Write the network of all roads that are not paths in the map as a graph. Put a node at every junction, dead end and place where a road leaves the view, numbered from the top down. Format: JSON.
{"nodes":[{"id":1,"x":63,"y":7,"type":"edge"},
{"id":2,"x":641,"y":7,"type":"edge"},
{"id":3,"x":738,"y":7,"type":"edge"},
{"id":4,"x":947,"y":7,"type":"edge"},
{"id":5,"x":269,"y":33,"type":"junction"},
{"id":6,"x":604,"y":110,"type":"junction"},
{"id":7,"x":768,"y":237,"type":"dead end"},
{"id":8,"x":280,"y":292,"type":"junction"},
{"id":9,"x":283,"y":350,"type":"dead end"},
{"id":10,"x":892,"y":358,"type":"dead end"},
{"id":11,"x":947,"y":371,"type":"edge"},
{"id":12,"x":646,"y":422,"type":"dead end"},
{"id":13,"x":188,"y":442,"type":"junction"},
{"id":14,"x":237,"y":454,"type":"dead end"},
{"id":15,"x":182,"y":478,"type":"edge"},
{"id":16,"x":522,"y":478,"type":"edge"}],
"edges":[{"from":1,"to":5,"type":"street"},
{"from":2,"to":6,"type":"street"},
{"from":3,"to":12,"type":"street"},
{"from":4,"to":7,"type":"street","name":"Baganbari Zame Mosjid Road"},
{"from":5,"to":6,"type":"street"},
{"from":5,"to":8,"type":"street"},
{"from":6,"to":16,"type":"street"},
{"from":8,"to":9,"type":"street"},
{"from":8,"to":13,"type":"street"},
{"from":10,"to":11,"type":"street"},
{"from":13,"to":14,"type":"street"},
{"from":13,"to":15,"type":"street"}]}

----------

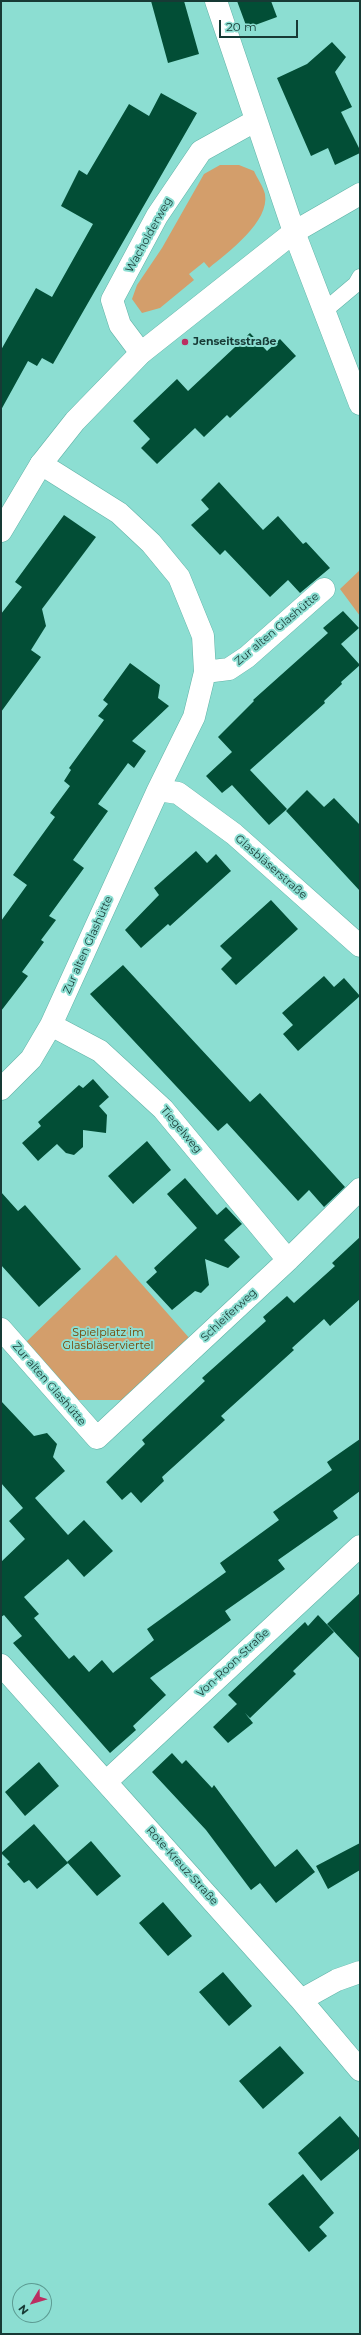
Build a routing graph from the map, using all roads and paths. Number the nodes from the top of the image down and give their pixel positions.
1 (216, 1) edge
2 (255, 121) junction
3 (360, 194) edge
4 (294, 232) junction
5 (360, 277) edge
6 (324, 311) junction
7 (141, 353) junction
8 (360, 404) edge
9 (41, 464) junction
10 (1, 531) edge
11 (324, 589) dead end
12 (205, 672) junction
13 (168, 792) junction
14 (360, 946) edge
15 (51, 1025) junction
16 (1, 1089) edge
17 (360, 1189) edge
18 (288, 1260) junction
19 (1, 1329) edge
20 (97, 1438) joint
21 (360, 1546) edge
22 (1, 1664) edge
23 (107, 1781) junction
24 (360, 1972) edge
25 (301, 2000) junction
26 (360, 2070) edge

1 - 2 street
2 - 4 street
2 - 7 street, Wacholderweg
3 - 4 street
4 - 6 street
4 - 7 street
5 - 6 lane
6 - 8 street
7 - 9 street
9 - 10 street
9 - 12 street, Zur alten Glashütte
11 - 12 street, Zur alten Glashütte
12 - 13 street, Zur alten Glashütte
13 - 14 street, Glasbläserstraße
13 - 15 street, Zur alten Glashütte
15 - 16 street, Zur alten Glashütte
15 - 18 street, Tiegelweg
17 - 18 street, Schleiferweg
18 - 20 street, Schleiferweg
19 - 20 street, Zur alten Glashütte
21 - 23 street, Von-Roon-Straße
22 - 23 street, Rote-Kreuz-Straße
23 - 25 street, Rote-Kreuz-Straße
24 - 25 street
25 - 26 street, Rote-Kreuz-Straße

----------

Check each line of the listing above. Copy the ones with the word "dead".

WRITTEN RESPONSE
Write the network of all roads that are not paths in the map as a graph. Put a node at every junction, dead end and place where a road leaves the view, numbered from the top down. Format: JSON.
{"id":7,"x":768,"y":237,"type":"dead end"},
{"id":9,"x":283,"y":350,"type":"dead end"},
{"id":10,"x":892,"y":358,"type":"dead end"},
{"id":12,"x":646,"y":422,"type":"dead end"},
{"id":14,"x":237,"y":454,"type":"dead end"},
11 (324, 589) dead end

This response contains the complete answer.